Millimeter-Wave Retro-Directive Frequency Coded Lens by Curved One-Dimensional Photonic Crystal Resonator

Abstract

Innovating passive and chipless coded landmarks have recently emerged for high accuracy self-localization systems. Existing landmarks make use of the combination of retro-directive devices, corner reflectors and lenses, with a coding particle in order to give a high RCS response over a wide angle. In this paper, with a consideration of important practical parameters unappreciated in existing designs, we propose a wide-angle retro-directive frequency-coded lens by a curved one-dimensional Photonic Crystal (PhC) resonator.

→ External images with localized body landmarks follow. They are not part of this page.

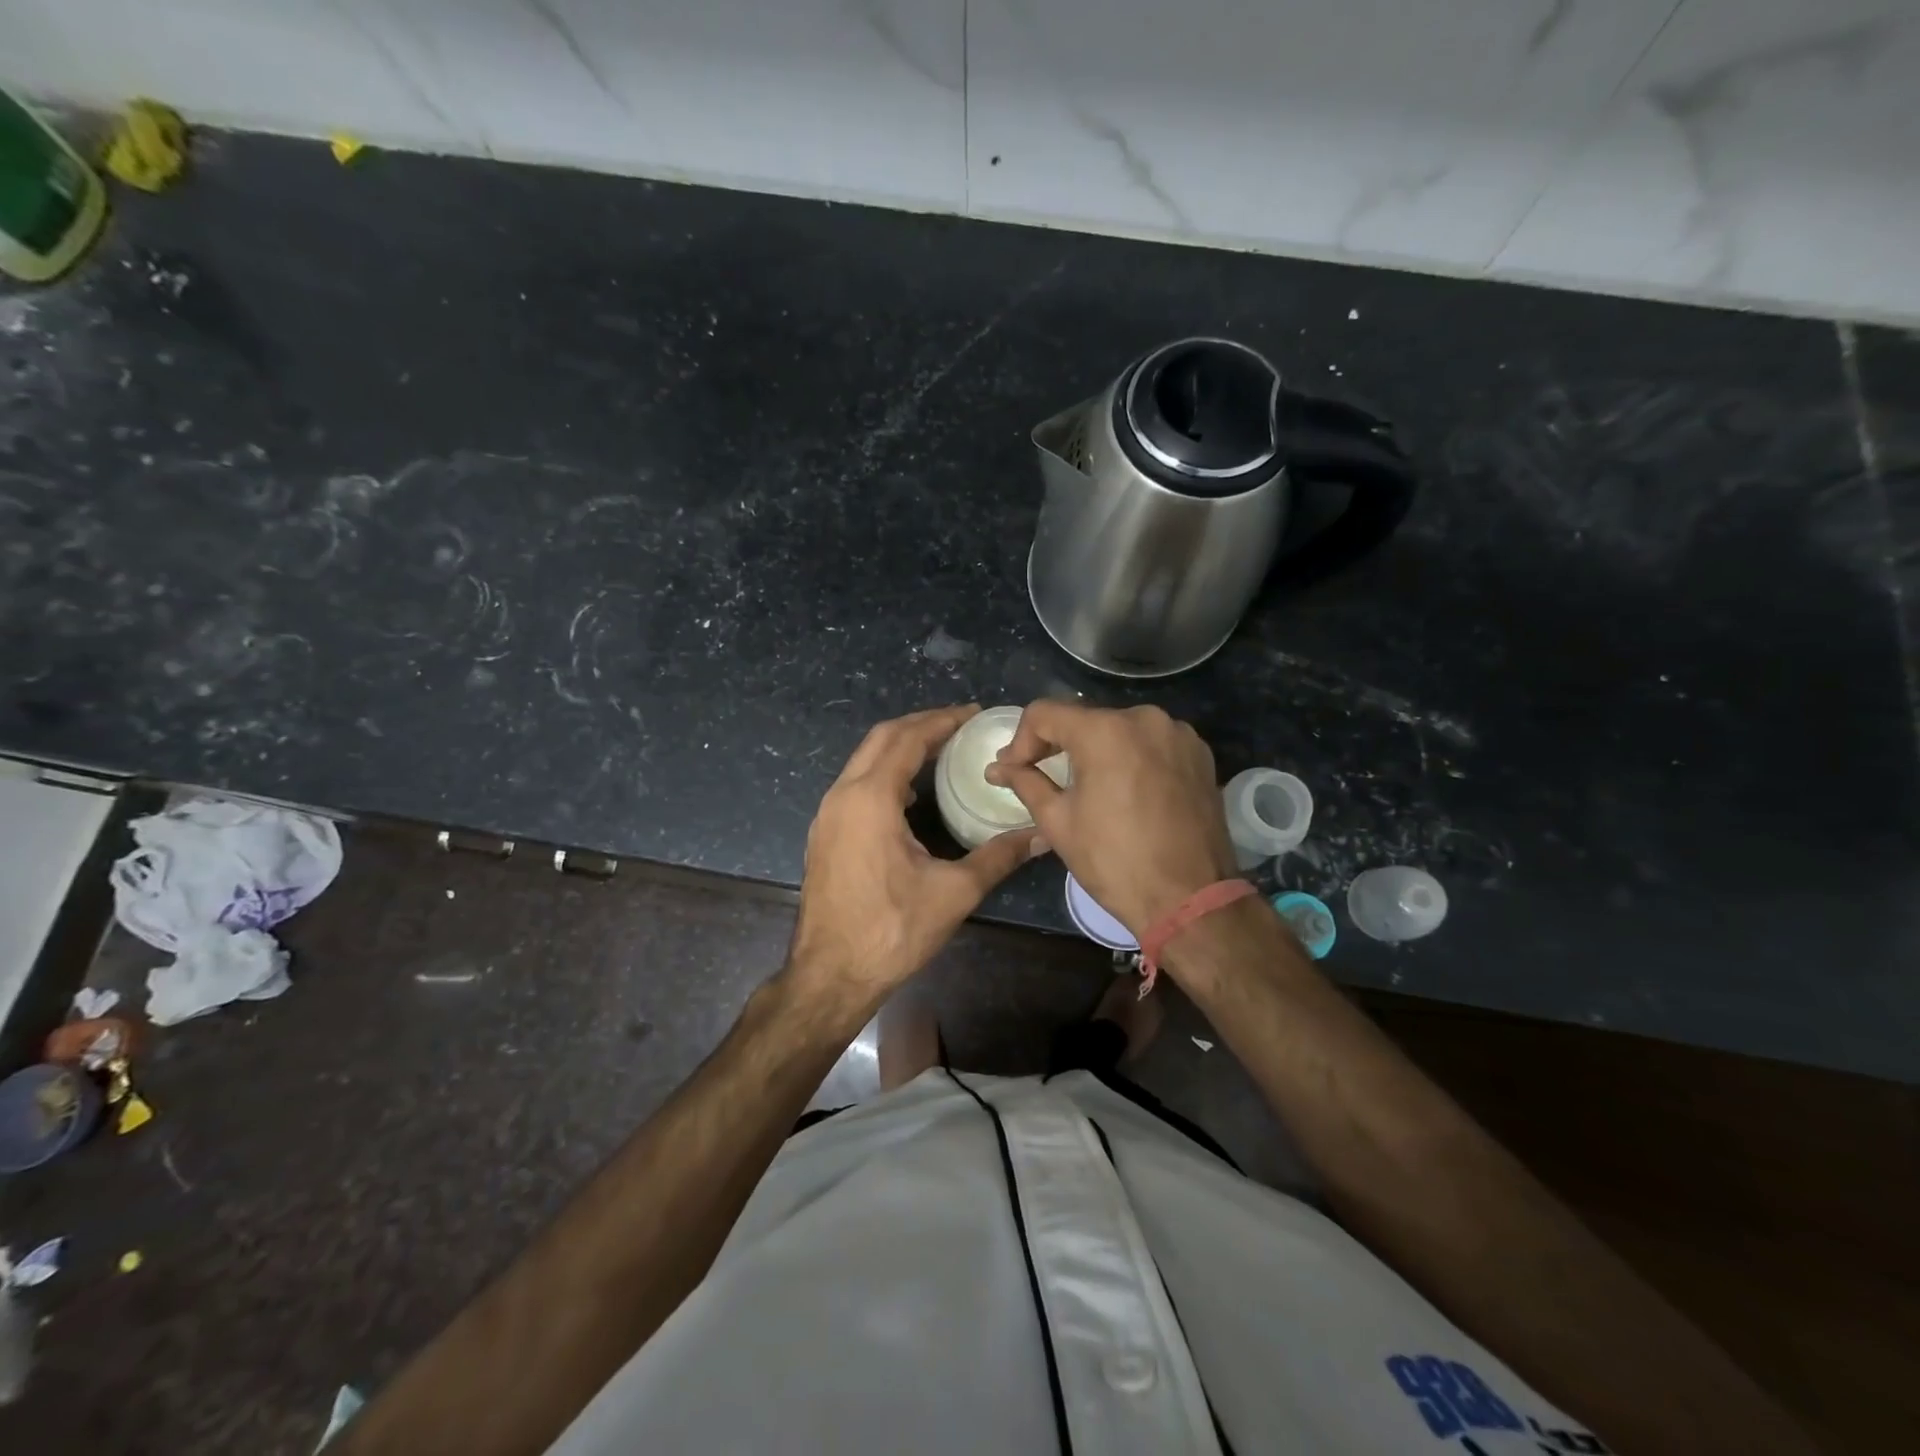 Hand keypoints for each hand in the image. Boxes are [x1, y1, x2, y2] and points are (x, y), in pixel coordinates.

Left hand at [785, 706, 1046, 1007]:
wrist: (830, 976)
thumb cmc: (892, 930)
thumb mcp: (954, 892)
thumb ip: (999, 856)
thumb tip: (1042, 834)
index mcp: (871, 798)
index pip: (907, 738)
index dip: (941, 721)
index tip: (973, 712)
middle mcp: (842, 795)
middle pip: (881, 739)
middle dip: (920, 724)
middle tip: (959, 723)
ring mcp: (827, 815)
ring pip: (863, 760)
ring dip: (899, 747)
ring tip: (940, 750)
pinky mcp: (824, 834)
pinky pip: (855, 784)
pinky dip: (884, 772)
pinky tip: (910, 795)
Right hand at [986, 702, 1235, 933]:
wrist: (1190, 900)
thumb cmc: (1114, 862)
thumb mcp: (1058, 822)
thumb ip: (1026, 783)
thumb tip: (997, 768)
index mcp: (1105, 731)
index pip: (1045, 714)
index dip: (1020, 740)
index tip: (1012, 770)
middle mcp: (1144, 718)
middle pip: (1084, 719)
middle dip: (1057, 745)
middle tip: (1039, 775)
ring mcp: (1178, 734)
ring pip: (1120, 730)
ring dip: (1096, 751)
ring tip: (1086, 787)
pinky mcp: (1200, 754)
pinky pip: (1151, 743)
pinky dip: (1131, 758)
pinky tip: (1126, 790) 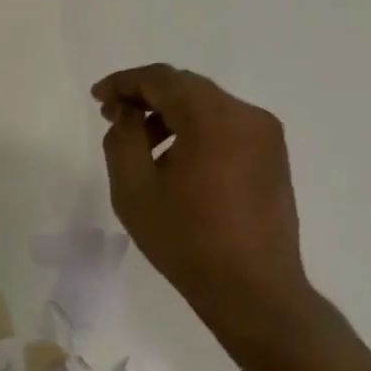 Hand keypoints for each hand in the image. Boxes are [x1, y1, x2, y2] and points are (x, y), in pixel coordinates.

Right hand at [94, 64, 324, 347]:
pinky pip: (226, 127)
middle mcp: (247, 116)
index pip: (162, 79)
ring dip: (170, 114)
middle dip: (146, 96)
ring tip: (141, 144)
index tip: (97, 98)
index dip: (124, 82)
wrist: (253, 291)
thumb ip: (122, 138)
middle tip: (113, 117)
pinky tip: (175, 160)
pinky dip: (195, 130)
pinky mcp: (273, 158)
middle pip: (187, 87)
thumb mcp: (133, 189)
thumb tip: (129, 114)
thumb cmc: (186, 239)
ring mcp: (266, 137)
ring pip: (207, 106)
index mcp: (214, 118) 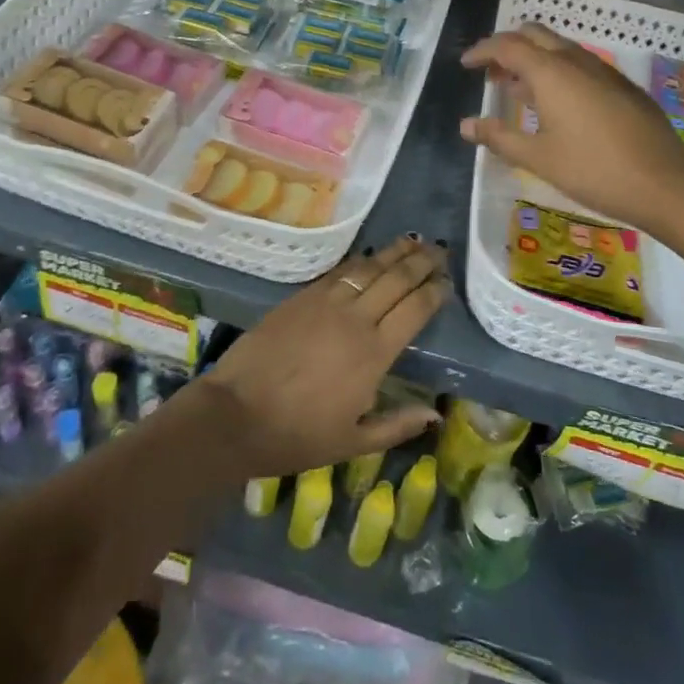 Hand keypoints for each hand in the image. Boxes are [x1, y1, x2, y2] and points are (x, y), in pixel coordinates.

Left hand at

The proposed frequency-coded lens is made of two parts: a homogenous lens and a curved PhC resonator where the resonator is located along the lens focal line. A frequency coding is used, where the presence or absence of a notch frequency in a specified information channel encodes an information bit. A PhC resonator provides unique advantages over existing coding particles due to its continuity along the lens focal line which creates a stable ID appearance over wide-angle. In addition, the potential of coding in its volume, rather than on the surface, entitles to a high coding capacity. Two frequency-coded lenses with single and dual defect resonators are EM simulated, fabricated, and experimentally validated in the W-band (75 GHz-110 GHz). Simulated results show that a wide detection angle of 170° can be achieved where the tag ID is maintained over all angles. A wide retro-directivity of 80° and 60° is experimentally demonstrated for frequency-coded lenses by a single defect (single notch) and a dual defect (double notch) PhC resonator, respectively.